> **What is being asked**
Exact copies of all records below are needed.

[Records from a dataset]
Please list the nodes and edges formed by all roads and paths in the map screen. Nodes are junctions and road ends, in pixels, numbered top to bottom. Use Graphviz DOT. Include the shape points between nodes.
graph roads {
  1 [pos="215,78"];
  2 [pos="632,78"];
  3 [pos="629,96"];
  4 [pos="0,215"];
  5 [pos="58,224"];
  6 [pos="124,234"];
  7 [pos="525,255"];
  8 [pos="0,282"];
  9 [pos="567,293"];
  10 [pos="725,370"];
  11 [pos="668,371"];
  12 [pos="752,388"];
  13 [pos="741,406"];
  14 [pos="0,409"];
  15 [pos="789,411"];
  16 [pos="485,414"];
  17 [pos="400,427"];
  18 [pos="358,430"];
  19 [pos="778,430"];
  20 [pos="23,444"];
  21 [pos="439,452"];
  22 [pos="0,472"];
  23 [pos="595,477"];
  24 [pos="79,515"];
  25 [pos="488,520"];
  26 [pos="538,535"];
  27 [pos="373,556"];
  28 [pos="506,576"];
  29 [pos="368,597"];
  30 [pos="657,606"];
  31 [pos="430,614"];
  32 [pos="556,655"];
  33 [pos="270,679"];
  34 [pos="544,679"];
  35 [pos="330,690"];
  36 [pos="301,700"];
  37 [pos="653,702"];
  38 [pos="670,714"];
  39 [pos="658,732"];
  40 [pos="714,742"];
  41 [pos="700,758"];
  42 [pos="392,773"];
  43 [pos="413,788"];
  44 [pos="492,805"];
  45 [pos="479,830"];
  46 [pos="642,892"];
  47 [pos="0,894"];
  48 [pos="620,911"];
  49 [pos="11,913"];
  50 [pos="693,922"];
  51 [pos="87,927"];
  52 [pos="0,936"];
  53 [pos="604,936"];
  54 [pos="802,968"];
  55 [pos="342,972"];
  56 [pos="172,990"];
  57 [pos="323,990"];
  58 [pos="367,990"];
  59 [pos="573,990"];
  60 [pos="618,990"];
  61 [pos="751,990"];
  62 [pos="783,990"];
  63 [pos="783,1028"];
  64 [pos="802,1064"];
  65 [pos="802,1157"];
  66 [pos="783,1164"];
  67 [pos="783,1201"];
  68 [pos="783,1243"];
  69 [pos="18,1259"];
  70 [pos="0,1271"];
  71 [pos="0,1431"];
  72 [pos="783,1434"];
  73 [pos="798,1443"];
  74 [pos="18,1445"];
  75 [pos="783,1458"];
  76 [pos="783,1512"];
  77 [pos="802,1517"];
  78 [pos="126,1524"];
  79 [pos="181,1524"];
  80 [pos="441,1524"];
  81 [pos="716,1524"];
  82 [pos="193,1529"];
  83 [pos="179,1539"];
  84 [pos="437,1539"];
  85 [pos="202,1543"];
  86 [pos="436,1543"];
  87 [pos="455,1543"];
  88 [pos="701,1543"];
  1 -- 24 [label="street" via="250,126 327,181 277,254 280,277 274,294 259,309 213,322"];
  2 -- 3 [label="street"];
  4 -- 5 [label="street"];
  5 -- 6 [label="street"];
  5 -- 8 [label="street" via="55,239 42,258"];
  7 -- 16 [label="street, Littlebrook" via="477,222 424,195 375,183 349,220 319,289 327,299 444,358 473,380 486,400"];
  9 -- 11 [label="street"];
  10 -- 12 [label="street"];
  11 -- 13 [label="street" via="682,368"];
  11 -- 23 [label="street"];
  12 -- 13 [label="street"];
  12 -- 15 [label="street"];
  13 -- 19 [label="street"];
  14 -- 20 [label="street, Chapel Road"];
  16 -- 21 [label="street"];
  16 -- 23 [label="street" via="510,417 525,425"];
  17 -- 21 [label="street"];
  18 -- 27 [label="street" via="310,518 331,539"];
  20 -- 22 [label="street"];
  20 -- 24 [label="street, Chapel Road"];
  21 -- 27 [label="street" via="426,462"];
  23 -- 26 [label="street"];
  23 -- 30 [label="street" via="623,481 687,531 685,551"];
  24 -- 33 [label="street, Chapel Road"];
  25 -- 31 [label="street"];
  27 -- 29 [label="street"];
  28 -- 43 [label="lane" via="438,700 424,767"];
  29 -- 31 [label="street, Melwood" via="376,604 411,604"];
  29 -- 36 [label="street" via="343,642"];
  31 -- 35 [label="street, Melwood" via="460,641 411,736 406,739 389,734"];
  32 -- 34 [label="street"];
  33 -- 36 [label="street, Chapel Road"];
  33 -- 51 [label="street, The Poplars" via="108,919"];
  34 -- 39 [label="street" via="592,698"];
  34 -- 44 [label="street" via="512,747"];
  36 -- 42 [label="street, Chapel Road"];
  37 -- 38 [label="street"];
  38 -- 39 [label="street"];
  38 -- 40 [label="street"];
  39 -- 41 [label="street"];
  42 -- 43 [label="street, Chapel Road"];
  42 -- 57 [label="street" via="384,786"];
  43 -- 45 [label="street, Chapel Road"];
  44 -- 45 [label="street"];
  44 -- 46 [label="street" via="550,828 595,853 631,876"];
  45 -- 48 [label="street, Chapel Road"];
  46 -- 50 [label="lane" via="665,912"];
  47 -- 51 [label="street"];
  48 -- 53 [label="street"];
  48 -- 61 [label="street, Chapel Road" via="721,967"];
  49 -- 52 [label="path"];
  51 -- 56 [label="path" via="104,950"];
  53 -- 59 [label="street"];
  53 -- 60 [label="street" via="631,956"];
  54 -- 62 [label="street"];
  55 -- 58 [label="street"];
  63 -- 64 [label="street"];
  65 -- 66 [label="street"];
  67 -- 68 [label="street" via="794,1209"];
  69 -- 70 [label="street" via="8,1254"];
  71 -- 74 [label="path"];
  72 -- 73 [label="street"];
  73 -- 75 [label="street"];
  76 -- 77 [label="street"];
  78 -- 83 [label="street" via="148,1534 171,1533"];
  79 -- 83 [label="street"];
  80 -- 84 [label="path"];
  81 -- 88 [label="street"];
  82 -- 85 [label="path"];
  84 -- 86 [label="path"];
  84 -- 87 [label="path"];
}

> **Expected output**
Please list the nodes and edges formed by all roads and paths in the map screen. Nodes are junctions and road ends, in pixels, numbered top to bottom. Use Graphviz DOT. Include the shape points between nodes.
graph roads {
  1 [pos="215,78"];
  2 [pos="632,78"];
  3 [pos="629,96"];
  4 [pos="0,215"];
  5 [pos="58,224"];
  6 [pos="124,234"];
  7 [pos="525,255"];
  8 [pos="0,282"];
  9 [pos="567,293"];
  10 [pos="725,370"];
  11 [pos="668,371"];
  12 [pos="752,388"];
  13 [pos="741,406"];
  14 [pos="0,409"];
  15 [pos="789,411"];
  16 [pos="485,414"];
  17 [pos="400,427"];
  18 [pos="358,430"];
  19 [pos="778,430"];
  20 [pos="23,444"];
  21 [pos="439,452"];
  22 [pos="0,472"];
  23 [pos="595,477"];
  24 [pos="79,515"];
  25 [pos="488,520"];
  26 [pos="538,535"];
  27 [pos="373,556"];
  28 [pos="506,576"];
  29 [pos="368,597"];
  30 [pos="657,606"];
  31 [pos="430,614"];
  32 [pos="556,655"];
  33 [pos="270,679"];
  34 [pos="544,679"];
  35 [pos="330,690"];
  36 [pos="301,700"];
  37 [pos="653,702"];
  38 [pos="670,714"];
  39 [pos="658,732"];
  40 [pos="714,742"];
  41 [pos="700,758"];
  42 [pos="392,773"];
  43 [pos="413,788"];
  44 [pos="492,805"];
  45 [pos="479,830"];
  46 [pos="642,892"];
  47 [pos="0,894"];
  48 [pos="620,911"];
  49 [pos="11,913"];
  50 [pos="693,922"];
  51 [pos="87,927"];
  52 [pos="0,936"];
  53 [pos="604,936"];
  54 [pos="802,968"];
  55 [pos="342,972"];
  56 [pos="172,990"];
  57 [pos="323,990"];
  58 [pos="367,990"];
  59 [pos="573,990"];
  60 [pos="618,990"];
  61 [pos="751,990"];
  62 [pos="783,990"];
  63 [pos="783,1028"];
  64 [pos="802,1064"];
  65 [pos="802,1157"];
  66 [pos="783,1164"];
  67 [pos="783,1201"];
  68 [pos="783,1243"];
  69 [pos="18,1259"];
  70 [pos="0,1271"];
  71 [pos="0,1431"];
  72 [pos="783,1434"];
  73 [pos="798,1443"];
  74 [pos="18,1445"];
  75 [pos="783,1458"];
  76 [pos="783,1512"];
  77 [pos="802,1517"];
  78 [pos="126,1524"];
  79 [pos="181,1524"];
  80 [pos="441,1524"];
  81 [pos="716,1524"];
  82 [pos="193,1529"];
  83 [pos="179,1539"];
  84 [pos="437,1539"];
  85 [pos="202,1543"];
  86 [pos="436,1543"];
  87 [pos="455,1543"];
  88 [pos="701,1543"];
  1 -- 24 [label="street" via="250,126 327,181 277,254 280,277 274,294 259,309 213,322"];
  2 -- 3 [label="street"];
  4 -- 5 [label="street"];
  5 -- 6 [label="street"];
  5 -- 8 [label="street" via="55,239 42,258"];
  7 -- 16 [label="street, Littlebrook" via="477,222 424,195 375,183 349,220 319,289 327,299 444,358 473,380 486,400"];
  9 -- 11 [label="street"];
  10 -- 12 [label="street"];
  11 -- 13 [label="street" via="682,368"];
  11 -- 23 [label="street"];
  12 -- 13 [label="street"];
  12 -- 15 [label="street"];
  13 -- 19 [label="street"];
  14 -- 20 [label="street, Chapel Road"];
  16 -- 21 [label="street"];
  16 -- 23 [label="street" via="510,417 525,425"];
  17 -- 21 [label="street"];
  18 -- 27 [label="street" via="310,518 331,539"];
  20 -- 22 [label="street"];
  20 -- 24 [label="street, Chapel Road"];
  21 -- 27 [label="street" via="426,462"];
  23 -- 26 [label="street"];
  23 -- 30 [label="street" via="623,481 687,531 685,551"];
  24 -- 33 [label="street, Chapel Road"];
  25 -- 31 [label="street"];
  27 -- 29 [label="street"];
  28 -- 43 [label="lane" via="438,700 424,767"];
  29 -- 31 [label="street, Melwood" via="376,604 411,604"];
  29 -- 36 [label="street" via="343,642"];
  31 -- 35 [label="street, Melwood" via="460,641 411,736 406,739 389,734"];
  32 -- 34 [label="street"];
  33 -- 36 [label="street, Chapel Road"];
  33 -- 51 [label="street, The Poplars" via="108,919"];
  34 -- 39 [label="street" via="592,698"];
  34 -- 44 [label="street" via="512,747"];
  36 -- 42 [label="street, Chapel Road"];
  37 -- 38 [label="street"];
  38 -- 39 [label="street"];
  38 -- 40 [label="street"];
  39 -- 41 [label="street"];
  42 -- 43 [label="street, Chapel Road"];
  42 -- 57 [label="street" via="384,786"];
  43 -- 45 [label="street, Chapel Road"];
  44 -- 45 [label="street"];
  44 -- 46 [label="street" via="550,828 595,853 631,876"];
  45 -- 48 [label="street, Chapel Road"];
  46 -- 50 [label="lane" via="665,912"];
  47 -- 51 [label="street"];
  48 -- 53 [label="street"];
  48 -- 61 [label="street, Chapel Road" via="721,967"];
  49 -- 52 [label="path"];
  51 -- 56 [label="path" via="104,950"];
  53 -- 59 [label="street"];
  53 -- 60 [label="street" via="631,956"];
  54 -- 62 [label="street"];
  55 -- 58 [label="street"];
  63 -- 64 [label="street"];
  65 -- 66 [label="street"];
  67 -- 68 [label="street" via="794,1209"];
  69 -- 70 [label="street" via="8,1254"];
  71 -- 74 [label="path"];
  72 -- 73 [label="street"];
  73 -- 75 [label="street"];
  76 -- 77 [label="street"];
  78 -- 83 [label="street" via="148,1534 171,1533"];
  79 -- 83 [label="street"];
  80 -- 84 [label="path"];
  81 -- 88 [label="street"];
  82 -- 85 [label="path"];
  84 -- 86 [label="path"];
  84 -- 87 [label="path"];
}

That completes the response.